Unter dem Einfluss der kulturellen Vermischung des wachsenden Römischen Imperiums verloren das Orakel und die Macht der Prophezeiungen im damaligen Griechenland ihre grösste Bedeutung. Zur Herrschaftszeit Augustus Caesars breitete sich eine neue Religion aus – das Christentum. Man war sich einig, dass Bauchredner von einem prophetischen, ganz und gar bösen Geist besessen seien.

Die Verdammung des Bauchredens geht auf die Hexe von Endor zurück. Um 1000 v. Chr. bat König Saul von Israel eine Totenbeschwörerin um Rat, die die Stimme des verstorbenen Propheten Samuel  hervorrief. Obwohl er selbst solche Szenarien verboten hatte. Geisterstimmen heraufbeschwören, was aus heutiger Sicht nichts anderes als Bauchreden war, galt als etwas Lasterhaftes und Boshaftes bei dem der Teufel seine Hand im Spiel hatte. Im schwachen Kerzenlicht liess die Hexe mit unbewegten Lippen eine fremde Stimme ertönen. Viele dieser Zauberer und Hexen bezahlten ihre Aussagen mit dem Leben. Als Beispiel ist hier Elizabeth Barton erwähnt, die heilige Jungfrau von Kent.

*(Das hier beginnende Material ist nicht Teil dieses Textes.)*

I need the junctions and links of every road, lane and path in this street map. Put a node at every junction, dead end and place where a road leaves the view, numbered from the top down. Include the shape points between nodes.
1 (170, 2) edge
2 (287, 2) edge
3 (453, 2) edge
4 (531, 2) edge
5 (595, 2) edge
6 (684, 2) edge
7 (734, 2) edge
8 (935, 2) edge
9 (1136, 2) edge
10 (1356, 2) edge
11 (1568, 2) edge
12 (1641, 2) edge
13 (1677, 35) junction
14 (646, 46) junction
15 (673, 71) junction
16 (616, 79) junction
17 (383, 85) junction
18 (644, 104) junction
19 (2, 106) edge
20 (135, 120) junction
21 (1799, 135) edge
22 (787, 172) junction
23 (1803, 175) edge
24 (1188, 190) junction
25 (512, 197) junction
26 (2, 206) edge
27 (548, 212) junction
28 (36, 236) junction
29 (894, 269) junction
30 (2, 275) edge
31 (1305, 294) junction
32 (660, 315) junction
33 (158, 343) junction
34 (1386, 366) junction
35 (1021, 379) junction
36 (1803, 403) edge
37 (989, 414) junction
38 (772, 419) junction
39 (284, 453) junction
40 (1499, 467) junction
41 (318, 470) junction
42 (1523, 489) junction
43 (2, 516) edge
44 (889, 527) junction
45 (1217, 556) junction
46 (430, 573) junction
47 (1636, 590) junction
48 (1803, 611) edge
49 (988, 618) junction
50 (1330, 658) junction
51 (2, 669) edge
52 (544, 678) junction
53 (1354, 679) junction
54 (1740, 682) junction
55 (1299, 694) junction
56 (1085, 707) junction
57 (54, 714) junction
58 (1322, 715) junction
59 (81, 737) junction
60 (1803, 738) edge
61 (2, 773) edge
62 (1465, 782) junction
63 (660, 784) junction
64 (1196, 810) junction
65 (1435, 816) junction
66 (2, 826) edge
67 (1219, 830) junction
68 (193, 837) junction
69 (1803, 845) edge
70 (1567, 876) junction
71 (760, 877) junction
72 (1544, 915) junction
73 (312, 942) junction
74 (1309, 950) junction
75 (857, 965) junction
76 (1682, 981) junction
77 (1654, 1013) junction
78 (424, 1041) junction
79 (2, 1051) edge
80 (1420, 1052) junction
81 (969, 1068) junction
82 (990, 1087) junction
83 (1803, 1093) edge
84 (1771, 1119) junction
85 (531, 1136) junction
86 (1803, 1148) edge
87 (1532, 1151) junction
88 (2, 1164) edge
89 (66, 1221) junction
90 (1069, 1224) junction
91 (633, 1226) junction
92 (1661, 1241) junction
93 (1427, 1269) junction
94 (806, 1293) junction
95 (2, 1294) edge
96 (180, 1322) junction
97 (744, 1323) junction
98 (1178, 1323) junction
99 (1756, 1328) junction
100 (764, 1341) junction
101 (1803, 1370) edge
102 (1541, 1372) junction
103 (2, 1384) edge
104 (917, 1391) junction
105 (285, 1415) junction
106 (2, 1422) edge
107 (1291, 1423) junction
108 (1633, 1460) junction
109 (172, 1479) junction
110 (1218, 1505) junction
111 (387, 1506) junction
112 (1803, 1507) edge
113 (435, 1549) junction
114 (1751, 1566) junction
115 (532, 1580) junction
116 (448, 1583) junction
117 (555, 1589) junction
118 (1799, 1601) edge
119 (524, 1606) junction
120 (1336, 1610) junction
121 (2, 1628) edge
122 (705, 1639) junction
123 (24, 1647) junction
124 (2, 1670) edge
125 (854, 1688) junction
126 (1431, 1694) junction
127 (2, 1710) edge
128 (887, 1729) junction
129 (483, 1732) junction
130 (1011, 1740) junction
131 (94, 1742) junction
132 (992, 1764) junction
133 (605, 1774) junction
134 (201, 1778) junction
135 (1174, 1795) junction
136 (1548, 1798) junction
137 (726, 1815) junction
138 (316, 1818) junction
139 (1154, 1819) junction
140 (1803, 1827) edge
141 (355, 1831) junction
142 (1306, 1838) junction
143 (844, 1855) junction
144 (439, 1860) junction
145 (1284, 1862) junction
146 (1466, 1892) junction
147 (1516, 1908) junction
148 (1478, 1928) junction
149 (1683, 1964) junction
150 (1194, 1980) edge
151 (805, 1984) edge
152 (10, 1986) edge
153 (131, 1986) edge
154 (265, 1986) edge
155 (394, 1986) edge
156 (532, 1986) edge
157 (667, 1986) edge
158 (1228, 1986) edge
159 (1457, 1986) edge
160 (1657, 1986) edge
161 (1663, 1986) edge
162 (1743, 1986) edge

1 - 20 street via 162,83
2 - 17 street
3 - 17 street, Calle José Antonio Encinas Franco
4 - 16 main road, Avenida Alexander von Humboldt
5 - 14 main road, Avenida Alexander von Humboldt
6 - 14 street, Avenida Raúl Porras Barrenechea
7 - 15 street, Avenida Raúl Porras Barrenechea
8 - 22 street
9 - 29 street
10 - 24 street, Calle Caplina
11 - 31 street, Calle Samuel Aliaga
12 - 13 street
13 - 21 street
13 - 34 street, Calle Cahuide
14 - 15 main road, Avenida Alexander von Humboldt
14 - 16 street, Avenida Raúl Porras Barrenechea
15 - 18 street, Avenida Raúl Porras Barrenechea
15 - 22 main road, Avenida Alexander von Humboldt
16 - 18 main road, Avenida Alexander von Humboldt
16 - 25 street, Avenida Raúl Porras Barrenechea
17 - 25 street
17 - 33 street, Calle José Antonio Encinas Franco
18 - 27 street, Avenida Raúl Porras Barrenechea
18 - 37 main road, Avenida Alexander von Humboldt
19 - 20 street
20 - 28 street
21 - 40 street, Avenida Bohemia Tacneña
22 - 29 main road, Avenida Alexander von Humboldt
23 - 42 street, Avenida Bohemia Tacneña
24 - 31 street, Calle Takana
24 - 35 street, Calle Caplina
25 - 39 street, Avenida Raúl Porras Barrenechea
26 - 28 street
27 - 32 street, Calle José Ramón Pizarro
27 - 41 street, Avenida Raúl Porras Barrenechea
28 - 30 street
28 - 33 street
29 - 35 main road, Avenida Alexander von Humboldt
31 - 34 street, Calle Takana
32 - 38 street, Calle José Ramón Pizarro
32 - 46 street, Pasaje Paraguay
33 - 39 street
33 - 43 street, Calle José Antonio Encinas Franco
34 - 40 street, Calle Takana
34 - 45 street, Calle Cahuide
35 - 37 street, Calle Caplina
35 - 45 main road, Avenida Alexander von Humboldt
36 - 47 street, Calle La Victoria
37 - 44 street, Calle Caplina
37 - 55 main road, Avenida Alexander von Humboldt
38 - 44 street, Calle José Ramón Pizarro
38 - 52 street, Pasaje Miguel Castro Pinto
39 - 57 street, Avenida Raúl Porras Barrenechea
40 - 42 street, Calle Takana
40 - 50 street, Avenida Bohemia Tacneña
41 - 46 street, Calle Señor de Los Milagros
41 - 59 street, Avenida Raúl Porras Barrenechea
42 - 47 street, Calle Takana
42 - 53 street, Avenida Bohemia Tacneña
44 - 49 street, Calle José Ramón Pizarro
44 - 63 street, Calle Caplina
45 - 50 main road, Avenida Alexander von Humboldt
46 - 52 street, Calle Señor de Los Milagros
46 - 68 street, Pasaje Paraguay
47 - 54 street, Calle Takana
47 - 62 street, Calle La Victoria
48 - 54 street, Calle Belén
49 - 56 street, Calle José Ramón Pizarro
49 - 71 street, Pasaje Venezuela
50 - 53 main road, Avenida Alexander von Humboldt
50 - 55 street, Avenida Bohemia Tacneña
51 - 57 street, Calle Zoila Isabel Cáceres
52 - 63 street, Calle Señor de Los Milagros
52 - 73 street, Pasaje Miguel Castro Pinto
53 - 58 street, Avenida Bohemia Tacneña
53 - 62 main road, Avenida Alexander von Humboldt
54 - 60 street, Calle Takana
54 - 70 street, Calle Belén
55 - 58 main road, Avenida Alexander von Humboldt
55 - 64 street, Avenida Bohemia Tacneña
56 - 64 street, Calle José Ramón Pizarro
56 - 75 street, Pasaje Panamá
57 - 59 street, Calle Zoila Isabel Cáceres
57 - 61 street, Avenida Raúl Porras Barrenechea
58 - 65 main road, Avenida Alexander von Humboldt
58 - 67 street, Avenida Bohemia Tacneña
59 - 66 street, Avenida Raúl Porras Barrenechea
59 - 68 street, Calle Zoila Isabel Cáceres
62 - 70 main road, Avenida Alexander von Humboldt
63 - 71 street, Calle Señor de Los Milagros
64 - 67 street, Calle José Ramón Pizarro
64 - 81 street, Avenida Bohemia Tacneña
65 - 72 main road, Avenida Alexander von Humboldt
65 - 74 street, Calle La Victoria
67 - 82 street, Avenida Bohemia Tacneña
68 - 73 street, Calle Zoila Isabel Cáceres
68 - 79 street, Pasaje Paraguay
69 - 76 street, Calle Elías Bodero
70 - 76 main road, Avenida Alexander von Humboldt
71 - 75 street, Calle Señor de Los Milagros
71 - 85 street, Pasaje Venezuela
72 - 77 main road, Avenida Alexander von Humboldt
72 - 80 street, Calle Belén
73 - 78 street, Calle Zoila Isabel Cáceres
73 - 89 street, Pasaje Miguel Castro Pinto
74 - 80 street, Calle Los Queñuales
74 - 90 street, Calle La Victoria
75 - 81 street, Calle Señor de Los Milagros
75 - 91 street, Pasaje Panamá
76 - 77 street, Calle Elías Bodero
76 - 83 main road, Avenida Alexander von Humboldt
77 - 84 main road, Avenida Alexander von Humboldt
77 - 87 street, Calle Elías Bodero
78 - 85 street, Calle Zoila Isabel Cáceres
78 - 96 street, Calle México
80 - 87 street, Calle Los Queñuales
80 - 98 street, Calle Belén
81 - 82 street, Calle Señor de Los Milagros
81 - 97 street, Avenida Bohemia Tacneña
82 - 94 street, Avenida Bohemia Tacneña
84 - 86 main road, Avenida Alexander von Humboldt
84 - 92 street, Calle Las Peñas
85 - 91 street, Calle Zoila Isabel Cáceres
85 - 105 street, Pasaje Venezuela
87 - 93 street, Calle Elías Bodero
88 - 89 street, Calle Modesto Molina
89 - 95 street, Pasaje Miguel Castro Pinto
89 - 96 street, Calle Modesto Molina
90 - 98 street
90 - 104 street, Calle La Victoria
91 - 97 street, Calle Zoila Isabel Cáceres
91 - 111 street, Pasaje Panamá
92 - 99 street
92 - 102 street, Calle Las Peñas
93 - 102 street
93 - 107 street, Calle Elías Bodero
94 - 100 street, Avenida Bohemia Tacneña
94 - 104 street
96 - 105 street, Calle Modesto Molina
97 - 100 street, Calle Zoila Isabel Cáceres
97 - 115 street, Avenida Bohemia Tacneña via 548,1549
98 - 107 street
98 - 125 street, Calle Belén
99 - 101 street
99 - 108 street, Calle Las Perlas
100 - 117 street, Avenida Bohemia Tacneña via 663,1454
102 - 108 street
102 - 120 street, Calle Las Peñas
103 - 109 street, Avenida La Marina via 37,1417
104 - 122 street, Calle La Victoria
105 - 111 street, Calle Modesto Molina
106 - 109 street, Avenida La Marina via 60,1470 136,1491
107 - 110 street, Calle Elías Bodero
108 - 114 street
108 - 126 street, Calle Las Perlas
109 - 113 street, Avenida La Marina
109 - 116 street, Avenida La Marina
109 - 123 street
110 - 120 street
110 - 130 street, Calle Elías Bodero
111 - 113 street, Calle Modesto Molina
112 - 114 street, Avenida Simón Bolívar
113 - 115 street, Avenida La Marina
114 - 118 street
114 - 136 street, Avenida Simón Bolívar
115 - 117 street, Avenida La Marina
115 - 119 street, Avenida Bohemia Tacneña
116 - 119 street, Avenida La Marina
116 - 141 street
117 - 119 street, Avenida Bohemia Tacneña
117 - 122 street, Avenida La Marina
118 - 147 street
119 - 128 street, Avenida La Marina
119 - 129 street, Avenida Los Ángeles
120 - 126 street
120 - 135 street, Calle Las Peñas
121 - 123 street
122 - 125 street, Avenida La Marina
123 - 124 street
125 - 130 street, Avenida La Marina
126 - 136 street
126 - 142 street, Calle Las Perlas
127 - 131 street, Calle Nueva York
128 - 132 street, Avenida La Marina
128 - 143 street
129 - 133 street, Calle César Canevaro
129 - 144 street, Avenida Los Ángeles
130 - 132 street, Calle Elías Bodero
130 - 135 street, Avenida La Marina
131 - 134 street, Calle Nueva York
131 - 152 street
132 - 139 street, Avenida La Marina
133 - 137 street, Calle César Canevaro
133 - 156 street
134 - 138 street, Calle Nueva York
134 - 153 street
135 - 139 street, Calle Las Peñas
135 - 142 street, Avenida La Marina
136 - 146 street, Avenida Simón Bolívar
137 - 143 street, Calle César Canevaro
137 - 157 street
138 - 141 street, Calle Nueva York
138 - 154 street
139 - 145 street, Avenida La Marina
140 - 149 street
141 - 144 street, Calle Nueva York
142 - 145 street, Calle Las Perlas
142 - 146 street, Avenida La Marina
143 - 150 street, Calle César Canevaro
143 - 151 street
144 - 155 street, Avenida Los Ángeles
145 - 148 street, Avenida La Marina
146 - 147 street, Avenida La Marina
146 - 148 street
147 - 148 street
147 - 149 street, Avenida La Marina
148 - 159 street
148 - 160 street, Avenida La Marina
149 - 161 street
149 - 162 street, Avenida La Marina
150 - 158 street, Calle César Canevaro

Sie machte 1584 eine unheilverkündende Prophezeiung in Bezug auf King Henry VIII.

Le ventriloque Louis Brabant

Anekdoten bereichern immer wieder die Geschichte der Bauchredekunst. So lebte im 16. Jahrhundert in Paris ein gewisser Louis Brabant, Kammerdiener des Königs François I. (1494 – 1547, König von Frankreich), ein vorzüglicher Bauchredner, der die Stimmen Verstorbener vortrefflich nachahmte. Louis liebte die schöne Tochter eines sehr reichen Mannes, der dem liederlichen Louis seine Tochter sicherlich nicht anvertraut hätte. Seine Bewerbungen wurden folglich auch abgeschlagen. Als aber kurze Zeit darauf der Vater starb, besuchte Louis die Mutter. Bei dieser Gelegenheit fingierte er die Stimme des Verstorbenen, der der Witwe befahl, diesem trefflichen Jüngling die Tochter zur Frau zu geben, er müsse im Fegefeuer entsetzlich dafür aushalten, dass er sie ihm verweigert habe. Je schneller daher das Paar vereinigt werde, desto eher werde er von seinen Qualen erlöst. Die Bauchrednerlist hatte Erfolg, denn bald darauf heiratete Louis das Mädchen.

Das Interessante an dieser schillernden Erzählung aus dem 16. Jahrhundert ist, dass der Bauchredner zum ersten Mal kein vom Teufel  besessener Zauberer mehr war,  sondern eher ein romantischer Schelm, der sein ungewöhnliches Talent dazu einsetzte, die Frau, die er liebte, zu erobern.

Gegen Ende des 18. Jahrhunderts traten Künstler häufig als Volksbelustigung auf Jahrmärkten und in Gasthäusern auf. Künstlerinnen brachten Stimmen hervor, die hinter Türen, aus einer Kiste, aus einer Gitarre oder unterhalb des Fussbodens hervorzukommen schienen.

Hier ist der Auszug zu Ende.